AFAM continues its "Food for Thought" interview series. Our next guest is Guilhem Bau, a Cl 215 alumnus and Georgia Tech Graduate, currently a Machine Learning Engineer at Blendid.
Blendid is a young startup company founded in 2015 in SF Bay Area. The company offers healthy on the go food (smoothies) "combining creativity of a chef with precision of a robot".
AFAM: What do you do on a daily basis for your job?
Guilhem: I usually work on diverse tasks that could be related to recommendation system, computer vision, mechatronics or operation management. I usually switch from one to the other during the day. The best part would definitely be recipe testing!

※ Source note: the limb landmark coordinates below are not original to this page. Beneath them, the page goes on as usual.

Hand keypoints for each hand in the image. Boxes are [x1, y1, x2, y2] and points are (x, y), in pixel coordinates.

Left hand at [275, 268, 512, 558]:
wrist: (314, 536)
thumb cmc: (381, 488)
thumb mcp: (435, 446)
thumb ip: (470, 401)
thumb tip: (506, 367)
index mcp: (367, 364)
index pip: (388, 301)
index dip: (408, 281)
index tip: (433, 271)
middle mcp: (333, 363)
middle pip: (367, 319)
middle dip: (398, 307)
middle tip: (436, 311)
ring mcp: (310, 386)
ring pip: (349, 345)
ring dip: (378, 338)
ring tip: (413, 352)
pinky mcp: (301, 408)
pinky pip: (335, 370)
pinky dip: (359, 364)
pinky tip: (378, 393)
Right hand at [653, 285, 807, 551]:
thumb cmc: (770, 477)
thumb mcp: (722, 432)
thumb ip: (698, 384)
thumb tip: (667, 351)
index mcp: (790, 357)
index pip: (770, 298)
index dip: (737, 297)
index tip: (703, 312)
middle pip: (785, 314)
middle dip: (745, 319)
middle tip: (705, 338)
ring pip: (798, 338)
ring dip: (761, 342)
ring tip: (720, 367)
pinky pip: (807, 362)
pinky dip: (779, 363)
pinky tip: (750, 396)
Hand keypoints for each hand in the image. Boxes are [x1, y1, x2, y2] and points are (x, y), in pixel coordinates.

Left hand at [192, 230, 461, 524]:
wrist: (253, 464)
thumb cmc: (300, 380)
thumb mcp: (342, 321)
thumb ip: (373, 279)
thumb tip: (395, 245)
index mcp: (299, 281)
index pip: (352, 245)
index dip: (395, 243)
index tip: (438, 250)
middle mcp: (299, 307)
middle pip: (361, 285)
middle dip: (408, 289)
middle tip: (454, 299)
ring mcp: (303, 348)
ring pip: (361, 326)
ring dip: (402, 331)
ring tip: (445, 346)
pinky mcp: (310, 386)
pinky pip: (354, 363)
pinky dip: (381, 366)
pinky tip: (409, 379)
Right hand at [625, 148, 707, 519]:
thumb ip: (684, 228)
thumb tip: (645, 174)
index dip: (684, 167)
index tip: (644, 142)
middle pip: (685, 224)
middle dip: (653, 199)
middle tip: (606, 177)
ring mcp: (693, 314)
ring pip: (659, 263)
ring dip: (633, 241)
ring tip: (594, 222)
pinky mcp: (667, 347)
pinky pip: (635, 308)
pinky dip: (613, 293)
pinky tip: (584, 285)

AFAM: Is working for a Food Company your initial choice or a coincidence?
Guilhem: It's actually a coincidence, the food industry was appealing to me but I was primarily looking for a tech position so a tech job in a food company was a great match
AFAM: What makes a company you work for unique?

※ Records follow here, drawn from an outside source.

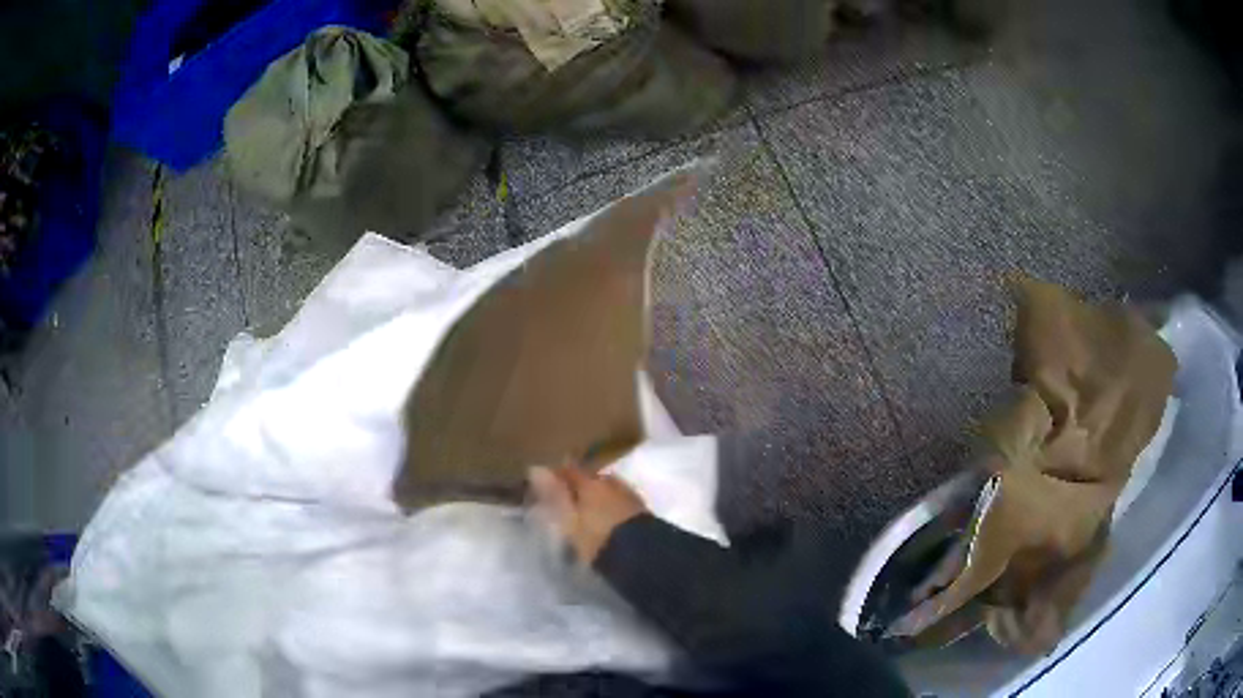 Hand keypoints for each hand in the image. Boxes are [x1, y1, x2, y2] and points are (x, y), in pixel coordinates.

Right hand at [528, 465, 647, 564]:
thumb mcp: (569, 520)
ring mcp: (629, 495)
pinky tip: (607, 518)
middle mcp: (611, 483)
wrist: (641, 555)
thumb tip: (536, 468)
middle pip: (592, 478)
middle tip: (569, 499)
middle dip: (580, 485)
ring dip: (598, 496)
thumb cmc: (597, 538)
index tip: (546, 482)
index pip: (570, 470)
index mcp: (590, 483)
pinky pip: (619, 501)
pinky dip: (611, 506)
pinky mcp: (641, 510)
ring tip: (588, 511)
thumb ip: (554, 494)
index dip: (557, 475)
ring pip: (608, 489) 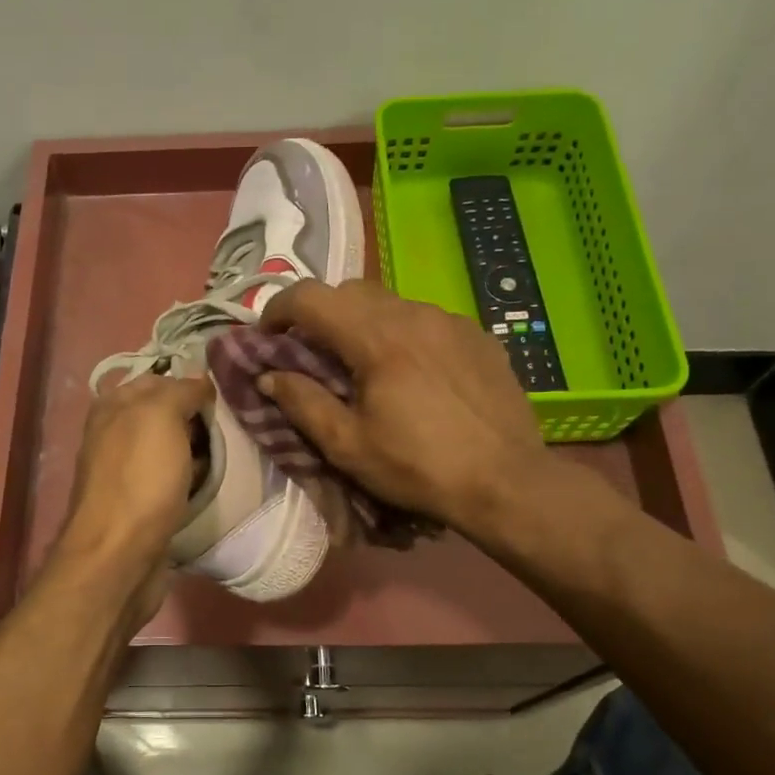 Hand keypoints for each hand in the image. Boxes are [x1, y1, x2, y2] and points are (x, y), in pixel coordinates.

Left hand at [58, 372, 212, 585]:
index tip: (225, 394)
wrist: (120, 554)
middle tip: (232, 424)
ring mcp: (126, 471)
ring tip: (230, 452)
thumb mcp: (160, 416)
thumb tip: (200, 381)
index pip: (158, 380)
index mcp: (113, 407)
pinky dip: (191, 478)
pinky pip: (171, 479)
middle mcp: (114, 434)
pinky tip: (210, 482)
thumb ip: (180, 390)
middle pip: (165, 415)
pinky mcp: (140, 503)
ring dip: (197, 450)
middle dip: (196, 418)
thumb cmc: (141, 478)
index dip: (190, 383)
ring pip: (170, 448)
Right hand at [258, 280, 561, 536]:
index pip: (310, 296)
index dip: (278, 309)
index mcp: (376, 337)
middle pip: (351, 291)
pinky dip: (404, 335)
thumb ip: (302, 403)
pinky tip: (413, 374)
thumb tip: (269, 376)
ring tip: (365, 366)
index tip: (268, 337)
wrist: (507, 483)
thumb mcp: (347, 445)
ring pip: (391, 303)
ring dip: (364, 323)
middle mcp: (414, 314)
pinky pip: (427, 321)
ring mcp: (452, 321)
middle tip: (312, 353)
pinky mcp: (479, 336)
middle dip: (320, 313)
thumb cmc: (418, 467) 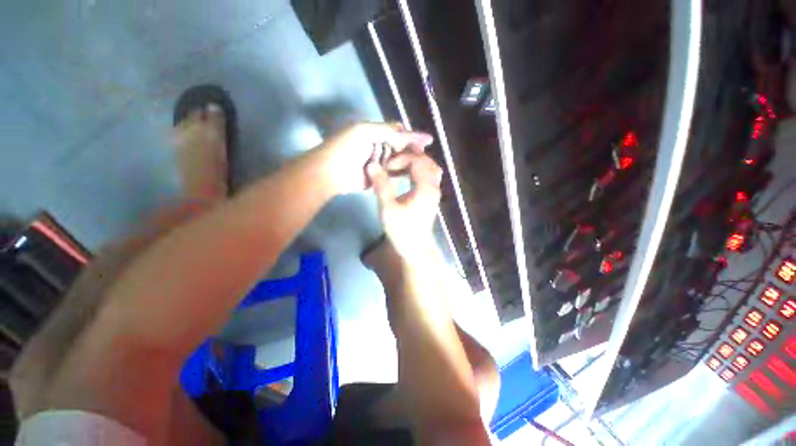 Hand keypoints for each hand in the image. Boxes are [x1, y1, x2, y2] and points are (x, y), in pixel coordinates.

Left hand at [318, 122, 433, 193]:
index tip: (428, 140)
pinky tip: (413, 173)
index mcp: (375, 133)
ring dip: (409, 161)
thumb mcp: (364, 132)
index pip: (398, 132)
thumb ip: (386, 131)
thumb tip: (405, 132)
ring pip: (399, 160)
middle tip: (425, 154)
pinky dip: (402, 172)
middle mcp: (378, 146)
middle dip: (413, 149)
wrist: (330, 173)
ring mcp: (379, 162)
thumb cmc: (345, 149)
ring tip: (423, 164)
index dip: (413, 135)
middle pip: (400, 146)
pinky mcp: (379, 176)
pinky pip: (393, 173)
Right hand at [367, 150, 443, 259]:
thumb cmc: (402, 231)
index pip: (417, 161)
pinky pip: (428, 176)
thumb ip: (381, 185)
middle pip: (427, 161)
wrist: (415, 249)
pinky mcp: (430, 197)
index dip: (401, 159)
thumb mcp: (388, 208)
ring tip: (399, 164)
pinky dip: (418, 171)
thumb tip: (372, 165)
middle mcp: (434, 187)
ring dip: (415, 163)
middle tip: (392, 160)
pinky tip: (406, 175)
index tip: (386, 166)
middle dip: (409, 157)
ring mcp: (434, 192)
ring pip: (429, 168)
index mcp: (426, 188)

Guilhem: We are a startup creating fully autonomous smoothies kiosk. As we are one of the first company to develop such kiosks it makes it pretty unique and different from other traditional food companies.
AFAM: Did the fact of being French help you get where you are now?
Guilhem: It's definitely helped to get the chance to receive high quality education in France. AFAM and the French community were also very helpful! I also assume that French Engineers have a good reputation in the Silicon Valley.
AFAM: What can you say about Food Industry in general in the US, how is it different from that in France? Any thoughts?
Guilhem: As I never worked in the food industry in France, it's hard to compare. I would say that the food industry in the US has a lot to offer, it has a wide range of products, standards and opportunities.
AFAM: Thank you, Guilhem, for sharing!
Photo: Paul Chinn for the Chronicle - Blendid kiosk at the USF campus
Curious about the smoothies robot? More info on our website https://www.myblendid.com/
Read other interviews in our "Food for Thought" series:
This Fall AFAM is launching its “FOOD FOR THOUGHT” interview series.
“FOOD FOR THOUGHT” is a way to unveil and understand what is behind some engineering jobs in the Food/Agriculture Industry in the US. AFAM has no intention of analyzing this big and complex industry but wants to gain some understanding of what it is to be an engineer in the Food sector, what opportunities it might open up and skills it requires.
Above all, “FOOD FOR THOUGHT” is a great way of getting acquainted with our diverse and vibrant gadz community in the US!
Our first interviewee is....Jérémy Berros (Li 206), Battery Tools Director, North America, at PELLENC Group
AFAM: Hello, Jérémy, and thank you for taking the time to share your expertise with our blog readers. Your job title is Battery Powered Tools Director for North America at PELLENC Group. What does it mean exactly and what do you do in a daily basis for your job?
Jérémy: I am the Head of the activities involving a full range of Lithium-ion Batteries for various applications in the Vineyards, Agriculture and Green Space markets at PELLENC America. Energy storage and portability is one of the great challenges of the global economy. PELLENC is one of the leaders in the Winegrape Industry from the Vineyard to the Winery. My main focus is developing the business of the company in North America especially in fields and territories with the most potential like Canada and the USA. My day to day job consists of developing our footprint, brand visibility, sales and services through our California-based offices, our network of distributors, dealers and agents, our E-Commerce platform for online sales. Back office tasks are also involved such as inventory management, interfacing with the HQ in France. For example, in the next couple of months I will be traveling to the East Coast, South-East, Great Lakes Region and British Columbia Area to find new dealers, new agents, meet with customers and attend trade shows.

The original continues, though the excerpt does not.